*** RECORDS ***
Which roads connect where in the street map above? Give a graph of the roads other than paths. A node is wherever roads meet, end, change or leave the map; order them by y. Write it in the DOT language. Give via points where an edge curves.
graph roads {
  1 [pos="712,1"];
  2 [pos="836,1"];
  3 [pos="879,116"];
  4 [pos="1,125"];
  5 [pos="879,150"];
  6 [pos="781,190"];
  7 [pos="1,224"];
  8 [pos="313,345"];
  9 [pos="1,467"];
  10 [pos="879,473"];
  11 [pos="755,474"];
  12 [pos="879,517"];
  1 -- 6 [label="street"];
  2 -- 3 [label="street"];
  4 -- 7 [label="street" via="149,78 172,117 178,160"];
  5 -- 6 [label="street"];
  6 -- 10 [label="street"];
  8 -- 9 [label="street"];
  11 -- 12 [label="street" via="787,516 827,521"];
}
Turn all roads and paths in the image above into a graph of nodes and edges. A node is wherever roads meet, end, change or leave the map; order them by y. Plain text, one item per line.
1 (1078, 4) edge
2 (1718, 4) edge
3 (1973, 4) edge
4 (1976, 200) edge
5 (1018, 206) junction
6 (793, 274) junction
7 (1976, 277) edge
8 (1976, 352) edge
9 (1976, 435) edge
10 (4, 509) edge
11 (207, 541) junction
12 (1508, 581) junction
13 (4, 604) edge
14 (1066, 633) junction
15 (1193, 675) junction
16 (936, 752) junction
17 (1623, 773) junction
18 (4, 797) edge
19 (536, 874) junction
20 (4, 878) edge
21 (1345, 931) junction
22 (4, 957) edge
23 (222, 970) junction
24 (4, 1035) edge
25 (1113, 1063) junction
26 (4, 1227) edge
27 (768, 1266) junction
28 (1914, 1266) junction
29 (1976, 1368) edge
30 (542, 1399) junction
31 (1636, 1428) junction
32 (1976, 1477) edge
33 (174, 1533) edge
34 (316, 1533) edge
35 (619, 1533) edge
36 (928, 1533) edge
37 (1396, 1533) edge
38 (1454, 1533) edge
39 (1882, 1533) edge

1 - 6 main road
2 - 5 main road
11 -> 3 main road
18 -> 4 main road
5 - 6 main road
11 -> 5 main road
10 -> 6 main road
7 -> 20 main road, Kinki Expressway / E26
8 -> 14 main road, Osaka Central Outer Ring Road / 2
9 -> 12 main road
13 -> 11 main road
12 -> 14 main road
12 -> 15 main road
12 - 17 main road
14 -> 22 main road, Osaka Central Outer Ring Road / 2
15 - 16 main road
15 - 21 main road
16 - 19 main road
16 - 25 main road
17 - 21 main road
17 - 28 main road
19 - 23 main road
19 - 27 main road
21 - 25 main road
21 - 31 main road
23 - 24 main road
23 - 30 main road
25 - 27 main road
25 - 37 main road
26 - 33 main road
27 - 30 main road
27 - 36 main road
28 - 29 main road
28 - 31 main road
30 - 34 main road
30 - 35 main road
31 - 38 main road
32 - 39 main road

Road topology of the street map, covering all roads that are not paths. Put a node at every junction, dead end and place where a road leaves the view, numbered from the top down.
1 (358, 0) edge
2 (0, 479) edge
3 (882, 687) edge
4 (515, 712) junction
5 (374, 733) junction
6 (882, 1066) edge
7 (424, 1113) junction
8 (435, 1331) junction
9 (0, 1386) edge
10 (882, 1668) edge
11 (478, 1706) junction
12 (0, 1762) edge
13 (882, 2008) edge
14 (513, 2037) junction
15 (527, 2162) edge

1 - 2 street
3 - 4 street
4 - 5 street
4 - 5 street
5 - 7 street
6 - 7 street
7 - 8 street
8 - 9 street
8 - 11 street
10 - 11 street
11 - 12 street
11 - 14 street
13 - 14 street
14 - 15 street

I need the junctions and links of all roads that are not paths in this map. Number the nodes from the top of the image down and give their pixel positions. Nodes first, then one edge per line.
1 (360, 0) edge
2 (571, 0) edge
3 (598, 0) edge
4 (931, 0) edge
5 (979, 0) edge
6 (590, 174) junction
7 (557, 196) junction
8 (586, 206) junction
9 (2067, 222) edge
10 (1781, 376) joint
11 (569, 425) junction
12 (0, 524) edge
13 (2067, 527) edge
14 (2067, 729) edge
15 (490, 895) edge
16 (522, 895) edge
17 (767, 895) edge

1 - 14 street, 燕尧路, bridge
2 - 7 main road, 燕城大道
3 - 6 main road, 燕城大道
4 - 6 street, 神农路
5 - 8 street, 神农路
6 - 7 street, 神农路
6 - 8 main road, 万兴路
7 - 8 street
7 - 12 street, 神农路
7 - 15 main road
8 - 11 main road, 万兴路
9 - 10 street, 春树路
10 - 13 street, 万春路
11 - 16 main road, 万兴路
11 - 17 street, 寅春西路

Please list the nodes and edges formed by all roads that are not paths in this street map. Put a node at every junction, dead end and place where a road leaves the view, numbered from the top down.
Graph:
***
§ **WHAT IS EXPECTED**
The data must be duplicated exactly, with nothing left out.

§ **ANSWER TO THIS EXERCISE**
Which roads connect where in the street map above? Give a graph of the roads other than paths. A node is wherever roads meet, end, change or leave the map; order them by y. Write it in the DOT language. Give via points where an edge curves.
graph roads {
  1 [pos="712,1"];
  2 [pos="836,1"];
  3 [pos="879,116"];
  4 [pos="1,125"];
  5 [pos="879,150"];
  6 [pos="781,190"];
  7 [pos="1,224"];
  8 [pos="313,345"];
  9 [pos="1,467"];
  10 [pos="879,473"];
  11 [pos="755,474"];
  12 [pos="879,517"];
  1 -- 6 [label="street"];
  2 -- 3 [label="street"];
  4 -- 7 [label="street" via="149,78 172,117 178,160"];
  5 -- 6 [label="street"];
  6 -- 10 [label="street"];
  8 -- 9 [label="street"];
  11 -- 12 [label="street" via="787,516 827,521"];
}
Turn all roads and paths in the image above into a graph of nodes and edges. A node is wherever roads meet, end, change or leave the map; order them by y. Plain text, one item per line.
1 (1078, 4) edge
2 (1718, 4) edge
3 (1973, 4) edge
4 (1976, 200) edge
5 (1018, 206) junction
6 (793, 274) junction
7 (1976, 277) edge
8 (1976, 352) edge
9 (1976, 435) edge
10 (4, 509) edge
11 (207, 541) junction
12 (1508, 581) junction
13 (4, 604) edge
14 (1066, 633) junction
15 (1193, 675) junction
16 (936, 752) junction
17 (1623, 773) junction
18 (4, 797) edge
19 (536, 874) junction
20 (4, 878) edge
21 (1345, 931) junction
22 (4, 957) edge
23 (222, 970) junction
24 (4, 1035) edge
25 (1113, 1063) junction
26 (4, 1227) edge
27 (768, 1266) junction
28 (1914, 1266) junction
29 (1976, 1368) edge
30 (542, 1399) junction
31 (1636, 1428) junction
32 (1976, 1477) edge
33 (174, 1533) edge
34 (316, 1533) edge
35 (619, 1533) edge
36 (928, 1533) edge
37 (1396, 1533) edge
38 (1454, 1533) edge
39 (1882, 1533) edge

1 - 6 main road
2 - 5 main road
11 -> 3 main road
18 -> 4 main road
5 - 6 main road
11 -> 5 main road
10 -> 6 main road
7 -> 20 main road, Kinki Expressway / E26
8 -> 14 main road, Osaka Central Outer Ring Road / 2
9 -> 12 main road
13 -> 11 main road
12 -> 14 main road
12 -> 15 main road
12 - 17 main road
14 -> 22 main road, Osaka Central Outer Ring Road / 2
15 - 16 main road
15 - 21 main road
16 - 19 main road
16 - 25 main road
17 - 21 main road
17 - 28 main road
19 - 23 main road
19 - 27 main road
21 - 25 main road
21 - 31 main road
23 - 24 main road
23 - 30 main road
25 - 27 main road
25 - 37 main road
26 - 33 main road
27 - 30 main road
27 - 36 main road
28 - 29 main road
28 - 31 main road
30 - 34 main road
30 - 35 main road
31 - 38 main road
32 - 39 main road

Road topology of the street map, covering all roads that are not paths. Put a node at every junction, dead end and place where a road leaves the view, numbered from the top down.
1 (358, 0) edge
2 (0, 479) edge
3 (882, 687) edge
4 (515, 712) junction
5 (374, 733) junction
6 (882, 1066) edge
7 (424, 1113) junction
8 (435, 1331) junction
9 (0, 1386) edge
10 (882, 1668) edge
11 (478, 1706) junction
12 (0, 1762) edge
13 (882, 2008) edge
14 (513, 2037) junction
15 (527, 2162) edge

1 - 2 street
3 - 4 street
4 - 5 street
4 - 5 street
5 - 7 street
6 - 7 street
7 - 8 street
8 - 9 street
8 - 11 street
10 - 11 street
11 - 12 street
11 - 14 street
13 - 14 street
14 - 15 street

I need the junctions and links of all roads that are not paths in this map. Number the nodes from the top of the image down and give their pixel positions. Nodes first, then one edge per line.
1 (360, 0) edge
2 (571, 0) edge
3 (598, 0) edge
4 (931, 0) edge
5 (979, 0) edge
6 (590, 174) junction
7 (557, 196) junction
8 (586, 206) junction
9 (2067, 222) edge
10 (1781, 376) joint
11 (569, 425) junction
12 (0, 524) edge
13 (2067, 527) edge
14 (2067, 729) edge
15 (490, 895) edge
16 (522, 895) edge
17 (767, 895) edge

1 - 14 street, 燕尧路, bridge
2 - 7 main road, 燕城大道
3 - 6 main road, 燕城大道
4 - 6 street, 神农路
5 - 8 street, 神农路
6 - 7 street, 神农路
6 - 8 main road, 万兴路
7 - 8 street
7 - 12 street, 神农路
7 - 15 main road
8 - 11 main road, 万兴路
9 - 10 street, 春树路
10 - 13 street, 万春路
11 - 16 main road, 万兴路
11 - 17 street, 寅春西路

Please list the nodes and edges formed by all roads that are not paths in this street map. Put a node at every junction, dead end and place where a road leaves the view, numbered from the top down.
Graph:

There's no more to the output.